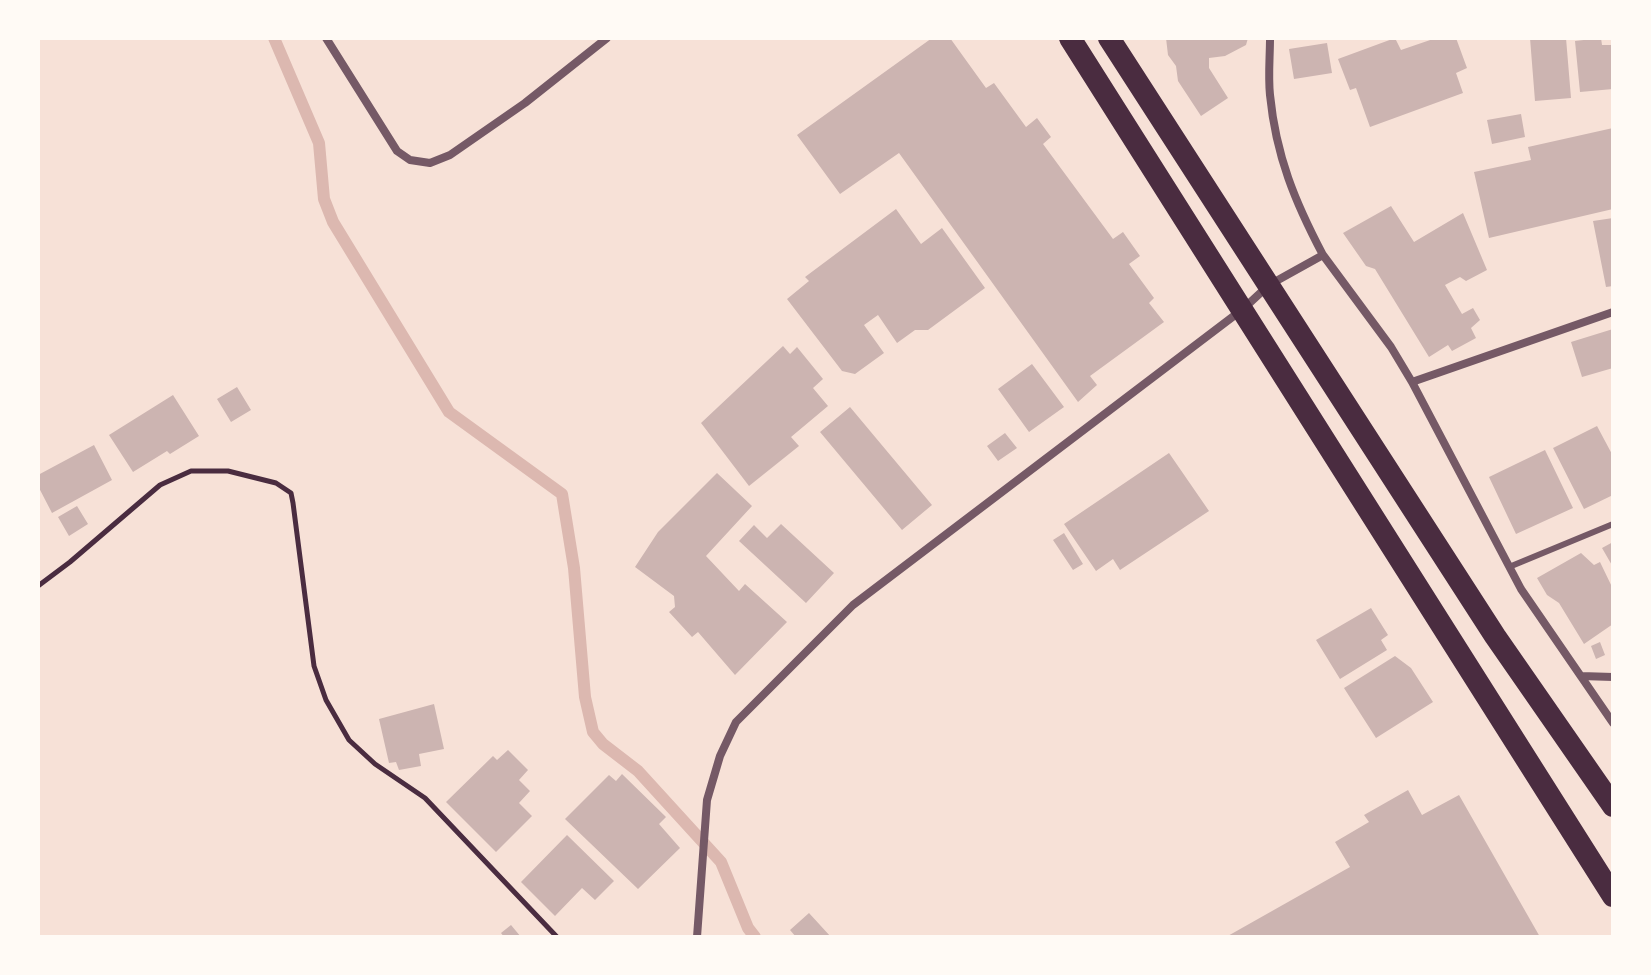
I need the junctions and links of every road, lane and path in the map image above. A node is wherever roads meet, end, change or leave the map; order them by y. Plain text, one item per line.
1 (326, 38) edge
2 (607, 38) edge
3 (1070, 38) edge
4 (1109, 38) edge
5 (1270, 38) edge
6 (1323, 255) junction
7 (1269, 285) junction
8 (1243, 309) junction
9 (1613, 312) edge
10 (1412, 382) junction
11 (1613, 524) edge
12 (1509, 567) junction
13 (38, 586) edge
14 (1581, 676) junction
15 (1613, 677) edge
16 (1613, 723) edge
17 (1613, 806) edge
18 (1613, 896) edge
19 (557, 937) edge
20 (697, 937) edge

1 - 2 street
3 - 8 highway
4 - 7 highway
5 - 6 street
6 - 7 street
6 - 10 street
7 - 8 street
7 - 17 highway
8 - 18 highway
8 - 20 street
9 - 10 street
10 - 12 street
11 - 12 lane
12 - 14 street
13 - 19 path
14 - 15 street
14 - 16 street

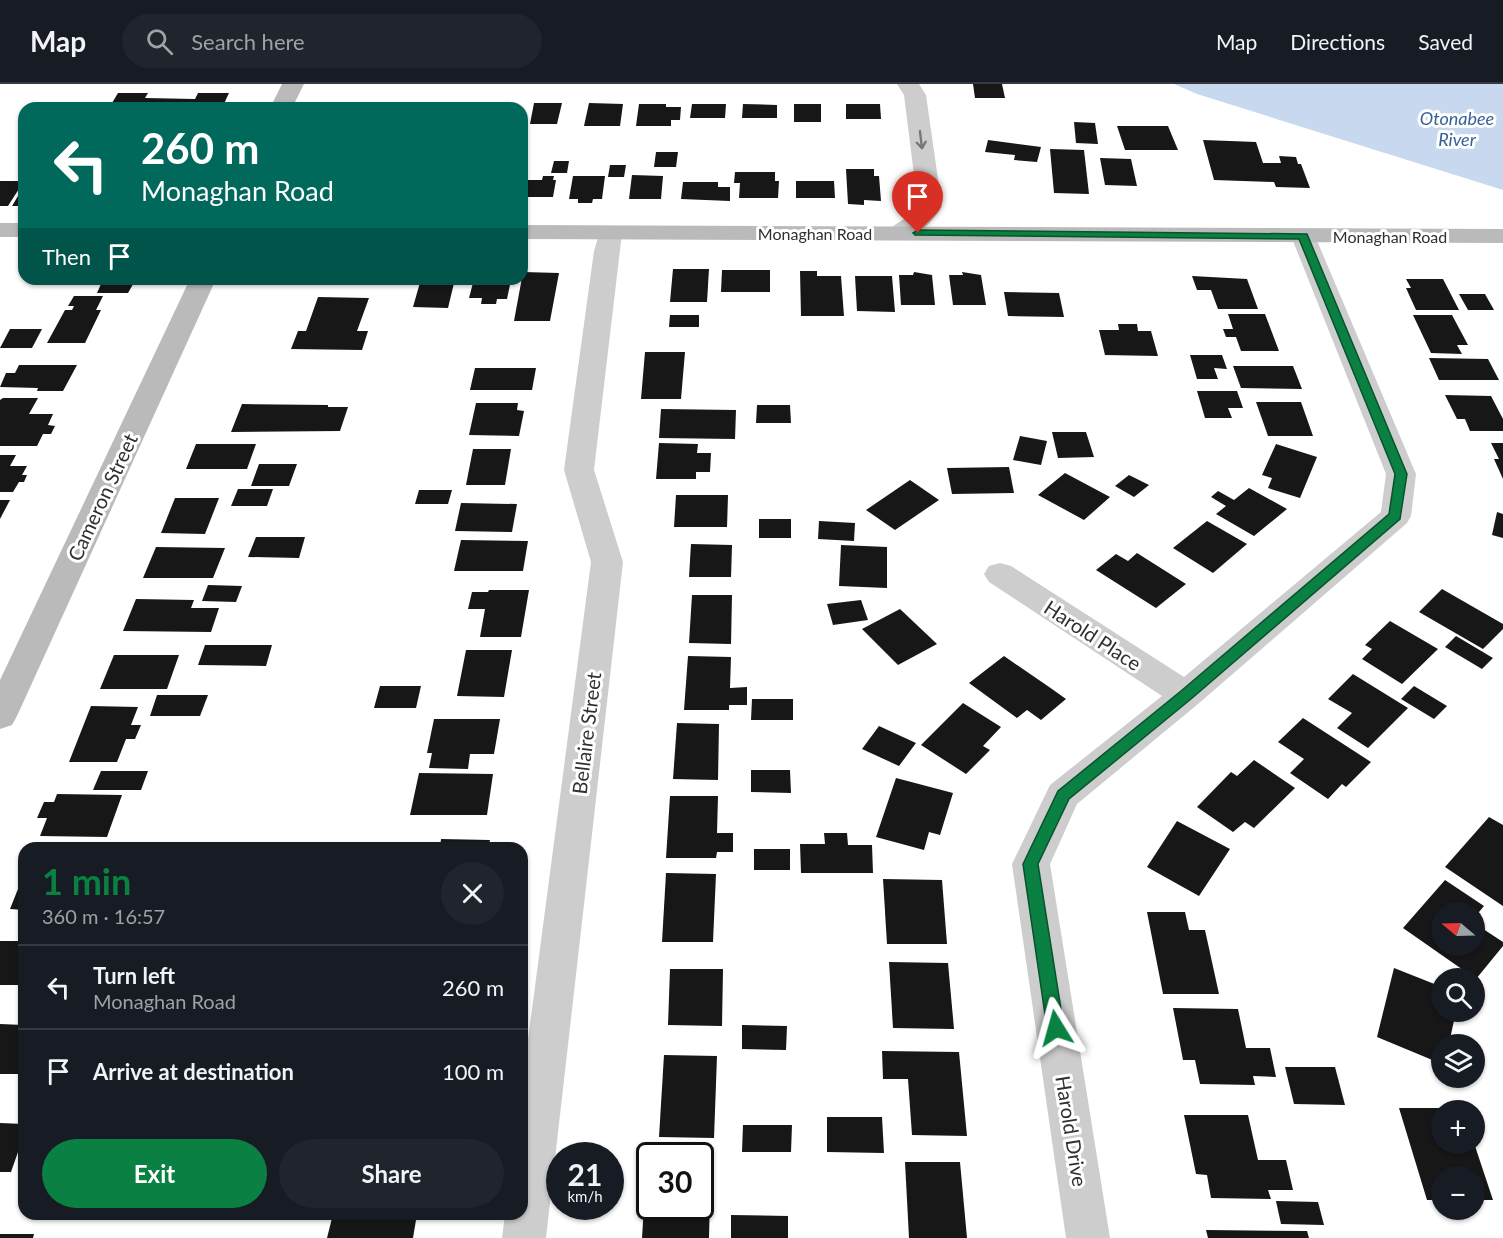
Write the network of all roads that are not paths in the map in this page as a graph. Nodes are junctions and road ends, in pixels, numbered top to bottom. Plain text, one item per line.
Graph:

__ABOUT THIS TASK__.
Type the entries again verbatim. Any pictures should be skipped.

__TASK RESPONSE__.
I need the junctions and links of every road, lane and path in the map image above. A node is wherever roads meet, end, change or leave the map; order them by y. Plain text, one item per line.
1 (326, 38) edge
2 (607, 38) edge
3 (1070, 38) edge
4 (1109, 38) edge
5 (1270, 38) edge
6 (1323, 255) junction
7 (1269, 285) junction
8 (1243, 309) junction
9 (1613, 312) edge
10 (1412, 382) junction
11 (1613, 524) edge
12 (1509, 567) junction
13 (38, 586) edge
14 (1581, 676) junction
15 (1613, 677) edge
16 (1613, 723) edge
17 (1613, 806) edge
18 (1613, 896) edge
19 (557, 937) edge
20 (697, 937) edge

1 - 2 street
3 - 8 highway
4 - 7 highway
5 - 6 street
6 - 7 street
6 - 10 street
7 - 8 street
7 - 17 highway
8 - 18 highway
8 - 20 street
9 - 10 street
10 - 12 street
11 - 12 lane
12 - 14 street
13 - 19 path
14 - 15 street
14 - 16 street

Write the network of all roads that are not paths in the map in this page as a graph. Nodes are junctions and road ends, in pixels, numbered top to bottom. Plain text, one item per line.
Graph:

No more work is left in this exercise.